**Work required**.
Keep every line in which "Zoreta" occurs and drop the rest of the data.

**Saved data entries**.
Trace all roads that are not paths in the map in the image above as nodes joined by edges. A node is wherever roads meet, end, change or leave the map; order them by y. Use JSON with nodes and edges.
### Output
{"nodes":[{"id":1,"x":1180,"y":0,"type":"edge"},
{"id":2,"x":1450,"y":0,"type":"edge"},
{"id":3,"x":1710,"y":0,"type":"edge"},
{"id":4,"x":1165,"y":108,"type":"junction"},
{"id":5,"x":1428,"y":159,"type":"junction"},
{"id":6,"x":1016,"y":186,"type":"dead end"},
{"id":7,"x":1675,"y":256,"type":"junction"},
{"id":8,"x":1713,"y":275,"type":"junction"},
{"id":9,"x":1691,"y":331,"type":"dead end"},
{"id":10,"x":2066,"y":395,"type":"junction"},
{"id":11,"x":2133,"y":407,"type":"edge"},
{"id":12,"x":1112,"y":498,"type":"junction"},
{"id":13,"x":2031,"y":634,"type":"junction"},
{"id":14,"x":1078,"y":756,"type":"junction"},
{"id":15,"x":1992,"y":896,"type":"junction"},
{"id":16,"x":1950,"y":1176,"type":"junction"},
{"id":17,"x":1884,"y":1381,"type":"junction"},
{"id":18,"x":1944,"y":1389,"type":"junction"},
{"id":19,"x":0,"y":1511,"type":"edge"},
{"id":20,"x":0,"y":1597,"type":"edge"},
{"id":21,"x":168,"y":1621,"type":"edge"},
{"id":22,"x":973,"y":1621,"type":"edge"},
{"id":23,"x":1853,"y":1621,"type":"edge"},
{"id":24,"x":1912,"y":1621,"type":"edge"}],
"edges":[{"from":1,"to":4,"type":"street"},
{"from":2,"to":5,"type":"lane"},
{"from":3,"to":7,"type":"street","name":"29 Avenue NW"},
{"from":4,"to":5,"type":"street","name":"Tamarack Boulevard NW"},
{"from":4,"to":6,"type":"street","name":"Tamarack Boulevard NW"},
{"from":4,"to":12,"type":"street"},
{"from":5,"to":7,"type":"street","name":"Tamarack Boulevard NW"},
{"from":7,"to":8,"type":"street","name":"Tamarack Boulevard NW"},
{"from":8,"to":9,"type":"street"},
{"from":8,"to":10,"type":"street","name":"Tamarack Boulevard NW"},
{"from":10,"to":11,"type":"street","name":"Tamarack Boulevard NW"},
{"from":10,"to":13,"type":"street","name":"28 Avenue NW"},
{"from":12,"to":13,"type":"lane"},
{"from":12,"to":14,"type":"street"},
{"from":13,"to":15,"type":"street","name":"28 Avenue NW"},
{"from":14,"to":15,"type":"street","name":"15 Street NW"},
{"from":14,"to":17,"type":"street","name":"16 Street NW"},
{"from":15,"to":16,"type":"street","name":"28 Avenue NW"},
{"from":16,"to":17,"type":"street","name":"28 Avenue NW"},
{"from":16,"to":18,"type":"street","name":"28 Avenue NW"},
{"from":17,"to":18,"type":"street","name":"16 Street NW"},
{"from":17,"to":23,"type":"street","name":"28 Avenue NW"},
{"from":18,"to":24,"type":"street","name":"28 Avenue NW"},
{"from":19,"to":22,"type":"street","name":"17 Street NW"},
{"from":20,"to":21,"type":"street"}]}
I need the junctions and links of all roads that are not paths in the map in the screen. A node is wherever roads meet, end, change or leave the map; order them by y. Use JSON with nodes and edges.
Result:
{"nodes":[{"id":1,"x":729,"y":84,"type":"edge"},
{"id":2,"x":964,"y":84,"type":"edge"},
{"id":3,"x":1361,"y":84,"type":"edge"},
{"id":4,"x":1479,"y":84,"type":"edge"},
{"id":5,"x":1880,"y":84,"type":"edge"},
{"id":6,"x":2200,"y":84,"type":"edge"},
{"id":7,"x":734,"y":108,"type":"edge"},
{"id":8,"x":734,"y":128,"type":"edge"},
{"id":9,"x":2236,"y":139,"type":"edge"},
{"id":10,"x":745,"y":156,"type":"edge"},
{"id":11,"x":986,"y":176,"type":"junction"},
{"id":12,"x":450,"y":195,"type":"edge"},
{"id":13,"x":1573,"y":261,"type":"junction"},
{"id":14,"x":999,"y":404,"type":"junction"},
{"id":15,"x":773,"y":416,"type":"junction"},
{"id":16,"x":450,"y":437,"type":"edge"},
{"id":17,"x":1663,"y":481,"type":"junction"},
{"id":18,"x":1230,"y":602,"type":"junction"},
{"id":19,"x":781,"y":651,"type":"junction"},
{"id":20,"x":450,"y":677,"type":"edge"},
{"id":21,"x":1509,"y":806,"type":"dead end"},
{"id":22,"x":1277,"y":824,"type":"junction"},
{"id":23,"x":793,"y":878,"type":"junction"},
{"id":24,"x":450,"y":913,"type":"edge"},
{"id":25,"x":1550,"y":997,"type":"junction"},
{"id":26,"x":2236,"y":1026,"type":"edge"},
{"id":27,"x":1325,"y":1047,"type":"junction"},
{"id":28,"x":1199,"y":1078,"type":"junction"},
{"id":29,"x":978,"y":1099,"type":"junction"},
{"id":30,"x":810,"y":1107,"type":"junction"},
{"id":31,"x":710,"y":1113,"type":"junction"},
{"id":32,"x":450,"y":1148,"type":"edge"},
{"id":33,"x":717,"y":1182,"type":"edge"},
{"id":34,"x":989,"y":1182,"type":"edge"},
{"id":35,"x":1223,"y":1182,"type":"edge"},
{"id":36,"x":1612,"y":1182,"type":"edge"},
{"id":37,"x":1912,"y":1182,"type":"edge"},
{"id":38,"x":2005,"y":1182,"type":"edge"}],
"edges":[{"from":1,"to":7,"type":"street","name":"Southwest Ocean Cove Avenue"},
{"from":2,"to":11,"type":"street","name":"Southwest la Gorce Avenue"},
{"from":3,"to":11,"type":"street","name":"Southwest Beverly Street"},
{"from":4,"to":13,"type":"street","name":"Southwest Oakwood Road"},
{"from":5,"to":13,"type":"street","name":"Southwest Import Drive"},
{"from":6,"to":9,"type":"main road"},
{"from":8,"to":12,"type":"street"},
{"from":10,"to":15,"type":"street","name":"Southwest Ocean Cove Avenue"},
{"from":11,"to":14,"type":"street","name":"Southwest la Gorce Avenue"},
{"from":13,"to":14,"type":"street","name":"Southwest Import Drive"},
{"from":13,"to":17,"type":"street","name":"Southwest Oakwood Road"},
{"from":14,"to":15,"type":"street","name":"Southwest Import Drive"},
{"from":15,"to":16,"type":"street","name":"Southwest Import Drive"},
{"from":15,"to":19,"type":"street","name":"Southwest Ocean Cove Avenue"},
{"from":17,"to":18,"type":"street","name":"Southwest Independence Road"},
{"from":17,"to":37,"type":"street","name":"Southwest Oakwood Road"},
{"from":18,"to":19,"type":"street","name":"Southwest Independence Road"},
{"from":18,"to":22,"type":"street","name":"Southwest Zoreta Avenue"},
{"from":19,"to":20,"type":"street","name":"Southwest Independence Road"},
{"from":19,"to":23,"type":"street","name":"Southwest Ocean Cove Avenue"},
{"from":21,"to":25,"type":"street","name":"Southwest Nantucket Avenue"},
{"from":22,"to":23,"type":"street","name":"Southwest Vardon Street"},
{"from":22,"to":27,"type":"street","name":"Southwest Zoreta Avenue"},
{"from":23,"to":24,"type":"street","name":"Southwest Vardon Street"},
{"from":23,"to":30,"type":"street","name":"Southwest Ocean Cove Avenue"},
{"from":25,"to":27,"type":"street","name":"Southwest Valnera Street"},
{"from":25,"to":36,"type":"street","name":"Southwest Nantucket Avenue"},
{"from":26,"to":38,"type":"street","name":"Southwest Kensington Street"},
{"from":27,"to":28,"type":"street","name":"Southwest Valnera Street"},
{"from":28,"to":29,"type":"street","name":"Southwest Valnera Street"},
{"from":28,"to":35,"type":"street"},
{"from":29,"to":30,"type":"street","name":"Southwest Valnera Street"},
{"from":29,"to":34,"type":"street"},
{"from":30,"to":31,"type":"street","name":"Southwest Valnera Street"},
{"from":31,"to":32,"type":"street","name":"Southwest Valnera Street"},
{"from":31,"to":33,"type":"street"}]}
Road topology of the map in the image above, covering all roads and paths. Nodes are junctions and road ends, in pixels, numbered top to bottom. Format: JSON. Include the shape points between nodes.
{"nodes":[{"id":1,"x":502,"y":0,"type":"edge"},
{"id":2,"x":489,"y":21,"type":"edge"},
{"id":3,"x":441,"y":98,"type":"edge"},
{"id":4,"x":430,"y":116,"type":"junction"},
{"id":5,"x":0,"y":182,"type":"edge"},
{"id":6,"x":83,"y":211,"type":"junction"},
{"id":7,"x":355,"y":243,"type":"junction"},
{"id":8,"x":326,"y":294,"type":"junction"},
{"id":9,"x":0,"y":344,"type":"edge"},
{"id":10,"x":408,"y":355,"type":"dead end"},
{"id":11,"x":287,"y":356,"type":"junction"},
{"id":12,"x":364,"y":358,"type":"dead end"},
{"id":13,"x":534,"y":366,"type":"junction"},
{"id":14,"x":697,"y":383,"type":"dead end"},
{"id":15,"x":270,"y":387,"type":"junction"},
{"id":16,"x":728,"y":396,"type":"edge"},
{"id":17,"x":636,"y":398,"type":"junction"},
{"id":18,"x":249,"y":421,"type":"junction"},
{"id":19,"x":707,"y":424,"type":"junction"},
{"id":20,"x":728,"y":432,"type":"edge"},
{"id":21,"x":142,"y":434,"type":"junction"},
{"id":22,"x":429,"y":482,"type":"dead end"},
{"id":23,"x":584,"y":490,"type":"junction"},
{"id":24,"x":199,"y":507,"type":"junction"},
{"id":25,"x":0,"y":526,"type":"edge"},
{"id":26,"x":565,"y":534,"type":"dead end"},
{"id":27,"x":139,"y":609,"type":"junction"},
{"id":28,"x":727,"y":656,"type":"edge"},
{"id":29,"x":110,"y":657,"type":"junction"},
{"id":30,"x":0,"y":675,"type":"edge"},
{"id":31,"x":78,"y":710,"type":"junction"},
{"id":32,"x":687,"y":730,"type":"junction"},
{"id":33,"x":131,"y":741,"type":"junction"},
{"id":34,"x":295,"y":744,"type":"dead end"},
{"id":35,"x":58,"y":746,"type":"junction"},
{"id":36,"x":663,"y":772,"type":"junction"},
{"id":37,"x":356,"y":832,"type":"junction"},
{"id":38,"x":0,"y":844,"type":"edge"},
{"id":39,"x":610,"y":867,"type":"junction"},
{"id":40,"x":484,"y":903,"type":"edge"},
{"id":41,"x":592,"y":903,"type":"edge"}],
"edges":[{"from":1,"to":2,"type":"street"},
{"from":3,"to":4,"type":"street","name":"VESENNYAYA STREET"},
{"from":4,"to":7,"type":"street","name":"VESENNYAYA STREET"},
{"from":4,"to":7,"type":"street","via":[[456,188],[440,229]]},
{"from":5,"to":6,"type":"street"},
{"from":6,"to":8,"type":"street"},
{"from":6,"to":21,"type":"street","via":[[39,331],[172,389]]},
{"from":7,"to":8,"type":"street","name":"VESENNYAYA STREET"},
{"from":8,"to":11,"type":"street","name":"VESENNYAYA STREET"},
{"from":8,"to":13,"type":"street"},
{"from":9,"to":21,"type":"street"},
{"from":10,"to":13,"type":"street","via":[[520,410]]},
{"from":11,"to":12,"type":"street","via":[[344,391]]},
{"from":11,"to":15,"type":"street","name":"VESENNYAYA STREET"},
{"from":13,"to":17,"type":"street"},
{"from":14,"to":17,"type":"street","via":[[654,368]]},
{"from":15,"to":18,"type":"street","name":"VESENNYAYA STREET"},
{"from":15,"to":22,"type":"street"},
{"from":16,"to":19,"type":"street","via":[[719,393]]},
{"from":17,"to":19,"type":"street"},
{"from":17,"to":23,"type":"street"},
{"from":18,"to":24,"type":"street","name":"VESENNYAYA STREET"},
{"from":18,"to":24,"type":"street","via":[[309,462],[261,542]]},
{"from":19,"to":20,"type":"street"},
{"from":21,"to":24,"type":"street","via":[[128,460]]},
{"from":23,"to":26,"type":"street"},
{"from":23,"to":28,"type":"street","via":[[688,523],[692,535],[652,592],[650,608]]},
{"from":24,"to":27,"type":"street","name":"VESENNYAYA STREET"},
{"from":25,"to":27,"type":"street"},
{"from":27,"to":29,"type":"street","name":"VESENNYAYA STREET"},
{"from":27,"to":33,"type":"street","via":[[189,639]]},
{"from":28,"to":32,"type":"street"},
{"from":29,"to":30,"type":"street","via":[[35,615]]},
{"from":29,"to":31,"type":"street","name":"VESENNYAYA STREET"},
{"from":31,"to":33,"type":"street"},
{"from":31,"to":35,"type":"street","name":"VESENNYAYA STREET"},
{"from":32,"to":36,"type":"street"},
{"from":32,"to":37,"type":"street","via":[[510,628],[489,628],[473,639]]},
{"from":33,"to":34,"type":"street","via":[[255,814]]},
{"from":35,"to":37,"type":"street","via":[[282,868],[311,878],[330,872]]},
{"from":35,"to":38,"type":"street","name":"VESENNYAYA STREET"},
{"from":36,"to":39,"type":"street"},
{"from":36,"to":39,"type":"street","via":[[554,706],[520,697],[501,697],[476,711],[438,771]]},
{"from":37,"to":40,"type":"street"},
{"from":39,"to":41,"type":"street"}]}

**Exercise output**.
{"from":18,"to":22,"type":"street","name":"Southwest Zoreta Avenue"},
{"from":22,"to":27,"type":"street","name":"Southwest Zoreta Avenue"},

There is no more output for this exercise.